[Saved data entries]
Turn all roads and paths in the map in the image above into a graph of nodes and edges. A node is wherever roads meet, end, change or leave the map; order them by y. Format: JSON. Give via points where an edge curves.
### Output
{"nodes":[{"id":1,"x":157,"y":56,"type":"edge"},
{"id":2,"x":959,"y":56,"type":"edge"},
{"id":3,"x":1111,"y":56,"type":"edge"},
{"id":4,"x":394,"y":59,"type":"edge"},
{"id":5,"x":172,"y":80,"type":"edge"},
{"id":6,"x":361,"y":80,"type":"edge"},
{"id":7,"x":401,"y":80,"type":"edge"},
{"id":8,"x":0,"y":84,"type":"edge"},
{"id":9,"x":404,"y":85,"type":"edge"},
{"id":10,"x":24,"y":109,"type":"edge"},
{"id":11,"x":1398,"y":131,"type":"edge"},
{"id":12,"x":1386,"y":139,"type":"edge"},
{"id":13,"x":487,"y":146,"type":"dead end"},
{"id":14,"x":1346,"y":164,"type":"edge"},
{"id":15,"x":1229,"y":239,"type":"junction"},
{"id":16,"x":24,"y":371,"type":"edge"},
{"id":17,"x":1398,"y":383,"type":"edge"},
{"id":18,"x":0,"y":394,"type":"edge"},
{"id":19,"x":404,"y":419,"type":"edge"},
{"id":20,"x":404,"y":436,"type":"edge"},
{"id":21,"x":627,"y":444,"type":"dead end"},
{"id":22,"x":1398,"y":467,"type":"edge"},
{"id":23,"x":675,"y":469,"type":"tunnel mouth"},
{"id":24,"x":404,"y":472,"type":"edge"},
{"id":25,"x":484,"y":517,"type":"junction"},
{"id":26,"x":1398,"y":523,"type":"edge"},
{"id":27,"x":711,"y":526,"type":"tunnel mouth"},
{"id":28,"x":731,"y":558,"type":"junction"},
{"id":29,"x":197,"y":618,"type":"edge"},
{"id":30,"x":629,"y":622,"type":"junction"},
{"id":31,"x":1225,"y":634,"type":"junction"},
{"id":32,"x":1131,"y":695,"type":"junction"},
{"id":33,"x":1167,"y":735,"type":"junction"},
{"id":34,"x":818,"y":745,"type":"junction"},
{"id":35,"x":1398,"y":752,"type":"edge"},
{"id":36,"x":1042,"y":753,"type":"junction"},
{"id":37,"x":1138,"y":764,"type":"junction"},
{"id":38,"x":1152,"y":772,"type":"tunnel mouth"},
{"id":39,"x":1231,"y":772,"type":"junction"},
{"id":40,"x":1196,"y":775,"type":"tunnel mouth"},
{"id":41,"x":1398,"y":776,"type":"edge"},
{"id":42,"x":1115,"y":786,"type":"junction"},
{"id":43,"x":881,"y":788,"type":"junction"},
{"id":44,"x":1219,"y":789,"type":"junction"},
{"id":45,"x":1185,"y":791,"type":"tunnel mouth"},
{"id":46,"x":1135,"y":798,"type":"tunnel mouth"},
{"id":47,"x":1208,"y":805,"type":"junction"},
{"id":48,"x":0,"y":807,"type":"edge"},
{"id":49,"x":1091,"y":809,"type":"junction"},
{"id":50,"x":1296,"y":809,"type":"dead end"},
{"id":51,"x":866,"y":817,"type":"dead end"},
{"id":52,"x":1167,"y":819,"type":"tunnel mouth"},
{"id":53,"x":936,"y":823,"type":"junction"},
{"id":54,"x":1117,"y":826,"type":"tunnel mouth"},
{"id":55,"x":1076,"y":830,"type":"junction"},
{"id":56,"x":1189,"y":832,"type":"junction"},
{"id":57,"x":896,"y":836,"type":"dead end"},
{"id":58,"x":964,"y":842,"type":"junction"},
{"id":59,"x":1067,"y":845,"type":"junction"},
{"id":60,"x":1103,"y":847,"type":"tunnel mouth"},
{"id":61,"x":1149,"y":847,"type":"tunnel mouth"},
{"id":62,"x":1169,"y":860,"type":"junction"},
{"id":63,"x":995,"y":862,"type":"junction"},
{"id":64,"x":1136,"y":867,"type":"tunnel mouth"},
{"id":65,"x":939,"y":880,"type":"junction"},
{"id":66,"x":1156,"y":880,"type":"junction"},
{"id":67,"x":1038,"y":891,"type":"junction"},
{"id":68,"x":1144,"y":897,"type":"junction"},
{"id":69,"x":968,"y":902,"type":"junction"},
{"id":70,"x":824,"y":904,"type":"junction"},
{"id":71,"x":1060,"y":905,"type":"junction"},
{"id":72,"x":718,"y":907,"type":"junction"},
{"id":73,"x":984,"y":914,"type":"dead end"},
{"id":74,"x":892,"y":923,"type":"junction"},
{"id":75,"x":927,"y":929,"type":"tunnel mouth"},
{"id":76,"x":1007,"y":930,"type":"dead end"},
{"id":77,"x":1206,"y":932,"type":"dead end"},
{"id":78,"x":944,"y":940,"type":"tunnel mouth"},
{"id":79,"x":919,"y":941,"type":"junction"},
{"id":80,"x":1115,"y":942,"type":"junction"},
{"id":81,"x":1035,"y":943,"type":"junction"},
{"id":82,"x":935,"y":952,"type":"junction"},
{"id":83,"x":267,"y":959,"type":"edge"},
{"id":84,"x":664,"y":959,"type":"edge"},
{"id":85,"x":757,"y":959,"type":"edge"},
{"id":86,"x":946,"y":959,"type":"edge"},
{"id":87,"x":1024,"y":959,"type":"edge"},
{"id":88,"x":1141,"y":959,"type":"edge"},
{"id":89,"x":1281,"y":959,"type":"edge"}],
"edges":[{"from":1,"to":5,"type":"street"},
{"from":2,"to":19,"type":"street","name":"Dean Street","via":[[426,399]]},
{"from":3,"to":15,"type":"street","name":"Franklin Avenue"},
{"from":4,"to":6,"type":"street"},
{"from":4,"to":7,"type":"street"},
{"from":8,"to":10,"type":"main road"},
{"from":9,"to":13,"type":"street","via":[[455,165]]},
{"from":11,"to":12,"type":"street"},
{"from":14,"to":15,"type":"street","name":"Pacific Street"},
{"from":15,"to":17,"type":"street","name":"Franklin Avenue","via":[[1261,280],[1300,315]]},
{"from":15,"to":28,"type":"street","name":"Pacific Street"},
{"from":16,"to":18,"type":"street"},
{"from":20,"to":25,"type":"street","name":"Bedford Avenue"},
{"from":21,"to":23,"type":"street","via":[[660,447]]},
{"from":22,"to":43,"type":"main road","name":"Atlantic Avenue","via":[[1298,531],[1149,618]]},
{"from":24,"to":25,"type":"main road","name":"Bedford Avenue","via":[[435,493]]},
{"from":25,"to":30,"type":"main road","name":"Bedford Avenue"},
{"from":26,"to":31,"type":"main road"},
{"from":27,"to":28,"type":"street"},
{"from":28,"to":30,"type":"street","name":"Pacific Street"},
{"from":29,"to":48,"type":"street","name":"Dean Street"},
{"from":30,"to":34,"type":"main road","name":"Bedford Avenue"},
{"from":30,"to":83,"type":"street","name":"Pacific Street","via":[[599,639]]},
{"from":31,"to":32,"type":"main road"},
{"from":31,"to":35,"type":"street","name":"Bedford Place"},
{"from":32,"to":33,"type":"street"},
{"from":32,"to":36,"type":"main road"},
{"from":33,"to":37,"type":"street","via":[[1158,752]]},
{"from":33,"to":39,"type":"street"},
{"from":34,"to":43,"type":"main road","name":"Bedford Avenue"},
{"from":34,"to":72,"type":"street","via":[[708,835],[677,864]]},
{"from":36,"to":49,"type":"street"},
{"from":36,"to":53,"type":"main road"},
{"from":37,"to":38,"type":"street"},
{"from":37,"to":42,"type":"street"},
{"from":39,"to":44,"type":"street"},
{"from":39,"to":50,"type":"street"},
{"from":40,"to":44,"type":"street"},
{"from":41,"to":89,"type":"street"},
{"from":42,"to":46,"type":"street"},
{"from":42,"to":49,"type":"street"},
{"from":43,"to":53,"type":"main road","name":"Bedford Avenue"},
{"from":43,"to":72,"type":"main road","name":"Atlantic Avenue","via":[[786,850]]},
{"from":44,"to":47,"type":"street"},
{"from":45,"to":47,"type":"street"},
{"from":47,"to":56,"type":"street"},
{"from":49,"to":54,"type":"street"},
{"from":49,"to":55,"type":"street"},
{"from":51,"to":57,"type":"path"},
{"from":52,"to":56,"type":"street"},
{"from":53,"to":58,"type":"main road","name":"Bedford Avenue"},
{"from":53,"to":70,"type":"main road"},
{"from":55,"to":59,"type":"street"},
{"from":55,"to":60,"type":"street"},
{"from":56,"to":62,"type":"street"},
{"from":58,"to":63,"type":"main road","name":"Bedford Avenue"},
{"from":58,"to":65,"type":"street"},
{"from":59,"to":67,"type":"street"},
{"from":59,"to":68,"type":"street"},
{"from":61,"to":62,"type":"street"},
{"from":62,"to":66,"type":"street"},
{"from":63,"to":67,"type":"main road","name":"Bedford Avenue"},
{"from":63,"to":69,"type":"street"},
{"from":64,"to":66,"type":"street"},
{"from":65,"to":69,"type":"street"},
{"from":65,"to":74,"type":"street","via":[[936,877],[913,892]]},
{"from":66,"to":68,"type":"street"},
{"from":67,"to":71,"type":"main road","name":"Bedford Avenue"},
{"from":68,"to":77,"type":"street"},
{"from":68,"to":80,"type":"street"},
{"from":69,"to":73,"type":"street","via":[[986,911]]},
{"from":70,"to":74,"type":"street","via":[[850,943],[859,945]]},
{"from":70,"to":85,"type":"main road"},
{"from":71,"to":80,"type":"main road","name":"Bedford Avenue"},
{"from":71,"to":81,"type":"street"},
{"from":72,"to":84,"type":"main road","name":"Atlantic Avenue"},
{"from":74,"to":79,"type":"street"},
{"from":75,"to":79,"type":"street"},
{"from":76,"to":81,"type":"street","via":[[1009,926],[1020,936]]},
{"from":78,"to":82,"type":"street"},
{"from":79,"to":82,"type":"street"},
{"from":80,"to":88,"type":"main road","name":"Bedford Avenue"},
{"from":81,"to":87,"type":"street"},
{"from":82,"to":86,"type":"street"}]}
...
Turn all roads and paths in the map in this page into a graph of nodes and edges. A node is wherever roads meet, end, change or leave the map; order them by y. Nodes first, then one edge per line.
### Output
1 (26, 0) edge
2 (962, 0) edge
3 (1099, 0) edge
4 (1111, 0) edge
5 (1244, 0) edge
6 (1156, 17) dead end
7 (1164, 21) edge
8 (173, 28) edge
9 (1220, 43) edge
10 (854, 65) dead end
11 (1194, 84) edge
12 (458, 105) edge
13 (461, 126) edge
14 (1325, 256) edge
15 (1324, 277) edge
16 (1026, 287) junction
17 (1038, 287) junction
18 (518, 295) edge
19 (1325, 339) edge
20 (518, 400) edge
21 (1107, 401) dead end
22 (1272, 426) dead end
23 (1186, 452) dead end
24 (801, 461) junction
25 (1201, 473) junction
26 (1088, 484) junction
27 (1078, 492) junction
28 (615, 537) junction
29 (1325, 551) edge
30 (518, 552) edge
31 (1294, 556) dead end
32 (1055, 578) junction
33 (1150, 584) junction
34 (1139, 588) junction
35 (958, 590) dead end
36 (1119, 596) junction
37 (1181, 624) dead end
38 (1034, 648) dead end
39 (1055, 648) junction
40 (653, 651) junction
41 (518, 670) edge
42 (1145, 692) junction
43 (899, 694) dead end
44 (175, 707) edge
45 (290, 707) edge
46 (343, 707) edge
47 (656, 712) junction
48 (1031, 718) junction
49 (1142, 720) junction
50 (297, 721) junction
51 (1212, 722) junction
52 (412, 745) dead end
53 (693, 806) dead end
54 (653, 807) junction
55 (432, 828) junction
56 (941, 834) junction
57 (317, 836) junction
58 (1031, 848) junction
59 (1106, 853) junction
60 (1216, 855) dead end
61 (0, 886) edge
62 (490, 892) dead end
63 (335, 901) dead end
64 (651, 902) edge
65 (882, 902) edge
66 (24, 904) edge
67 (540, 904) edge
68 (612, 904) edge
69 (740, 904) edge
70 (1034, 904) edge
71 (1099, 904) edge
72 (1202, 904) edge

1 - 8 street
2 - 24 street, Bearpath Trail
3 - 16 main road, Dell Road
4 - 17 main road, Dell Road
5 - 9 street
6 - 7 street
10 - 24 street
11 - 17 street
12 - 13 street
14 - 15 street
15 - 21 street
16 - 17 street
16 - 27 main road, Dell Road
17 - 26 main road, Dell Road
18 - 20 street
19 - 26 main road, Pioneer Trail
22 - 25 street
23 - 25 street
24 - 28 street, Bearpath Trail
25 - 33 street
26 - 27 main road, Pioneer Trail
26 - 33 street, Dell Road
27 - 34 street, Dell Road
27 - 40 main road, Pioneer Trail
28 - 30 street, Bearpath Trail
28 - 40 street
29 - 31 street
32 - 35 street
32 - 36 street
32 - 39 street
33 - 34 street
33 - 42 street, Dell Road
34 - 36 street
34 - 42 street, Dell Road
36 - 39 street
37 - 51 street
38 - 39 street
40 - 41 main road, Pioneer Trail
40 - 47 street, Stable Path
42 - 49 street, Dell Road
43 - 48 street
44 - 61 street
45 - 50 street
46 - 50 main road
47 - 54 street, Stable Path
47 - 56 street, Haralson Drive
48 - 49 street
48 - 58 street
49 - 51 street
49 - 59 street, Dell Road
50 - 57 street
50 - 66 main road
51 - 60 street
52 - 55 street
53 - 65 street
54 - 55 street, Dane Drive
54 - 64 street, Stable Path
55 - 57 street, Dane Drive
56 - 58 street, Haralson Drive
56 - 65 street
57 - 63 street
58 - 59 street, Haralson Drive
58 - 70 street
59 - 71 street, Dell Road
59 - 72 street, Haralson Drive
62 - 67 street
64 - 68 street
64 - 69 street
--
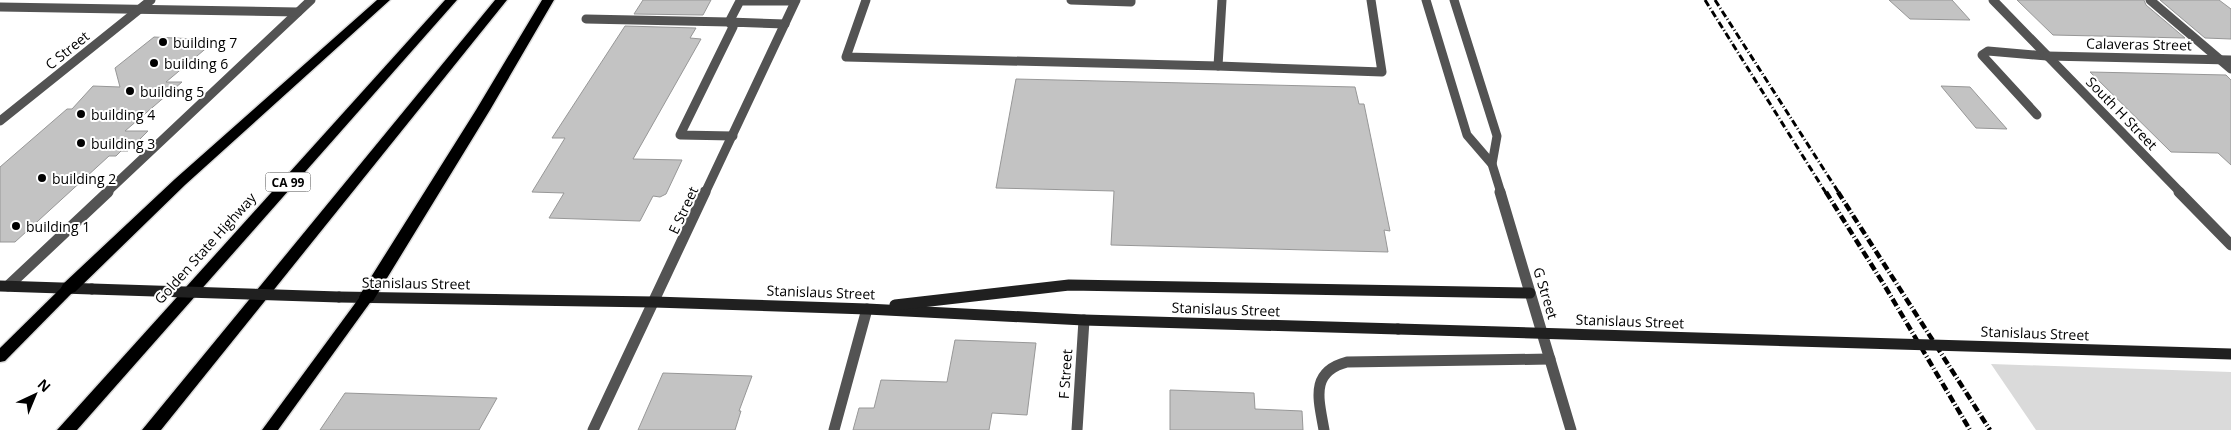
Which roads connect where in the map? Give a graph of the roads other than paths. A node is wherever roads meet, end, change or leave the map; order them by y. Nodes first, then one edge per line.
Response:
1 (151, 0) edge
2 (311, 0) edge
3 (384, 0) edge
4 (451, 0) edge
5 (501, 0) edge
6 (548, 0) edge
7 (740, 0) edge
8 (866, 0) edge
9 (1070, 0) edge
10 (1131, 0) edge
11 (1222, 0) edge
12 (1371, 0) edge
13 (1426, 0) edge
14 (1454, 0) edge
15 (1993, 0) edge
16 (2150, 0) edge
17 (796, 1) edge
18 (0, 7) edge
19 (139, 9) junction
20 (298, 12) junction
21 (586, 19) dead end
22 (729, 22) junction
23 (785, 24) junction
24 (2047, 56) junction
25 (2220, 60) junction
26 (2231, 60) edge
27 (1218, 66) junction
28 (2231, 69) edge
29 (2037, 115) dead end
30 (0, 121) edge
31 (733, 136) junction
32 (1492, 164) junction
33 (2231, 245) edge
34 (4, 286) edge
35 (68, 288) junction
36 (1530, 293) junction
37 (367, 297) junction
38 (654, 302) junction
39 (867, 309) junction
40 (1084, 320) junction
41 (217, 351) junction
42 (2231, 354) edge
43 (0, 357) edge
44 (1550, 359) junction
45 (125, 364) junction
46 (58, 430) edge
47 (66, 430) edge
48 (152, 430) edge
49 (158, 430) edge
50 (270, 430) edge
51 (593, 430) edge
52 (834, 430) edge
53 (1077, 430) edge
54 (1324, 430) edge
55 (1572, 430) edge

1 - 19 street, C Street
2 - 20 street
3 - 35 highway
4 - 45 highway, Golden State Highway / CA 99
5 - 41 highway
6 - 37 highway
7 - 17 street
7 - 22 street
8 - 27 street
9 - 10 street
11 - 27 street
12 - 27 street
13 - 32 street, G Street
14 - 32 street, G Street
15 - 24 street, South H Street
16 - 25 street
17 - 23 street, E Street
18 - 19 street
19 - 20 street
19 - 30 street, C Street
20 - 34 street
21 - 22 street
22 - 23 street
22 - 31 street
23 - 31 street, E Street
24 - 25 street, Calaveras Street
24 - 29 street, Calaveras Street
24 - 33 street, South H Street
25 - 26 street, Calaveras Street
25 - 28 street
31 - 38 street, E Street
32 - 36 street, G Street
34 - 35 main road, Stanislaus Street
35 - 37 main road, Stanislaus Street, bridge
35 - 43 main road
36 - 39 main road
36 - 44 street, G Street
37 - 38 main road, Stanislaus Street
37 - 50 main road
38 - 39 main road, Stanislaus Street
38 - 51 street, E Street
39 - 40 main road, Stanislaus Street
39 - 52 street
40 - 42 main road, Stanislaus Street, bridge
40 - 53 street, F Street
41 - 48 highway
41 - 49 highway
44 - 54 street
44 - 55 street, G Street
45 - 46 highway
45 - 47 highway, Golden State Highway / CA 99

**ASSIGNED TASK**
Show all lines above containing "bridge".

**WRITTEN ANSWER**
35 - 37 main road, Stanislaus Street, bridge
40 - 42 main road, Stanislaus Street, bridge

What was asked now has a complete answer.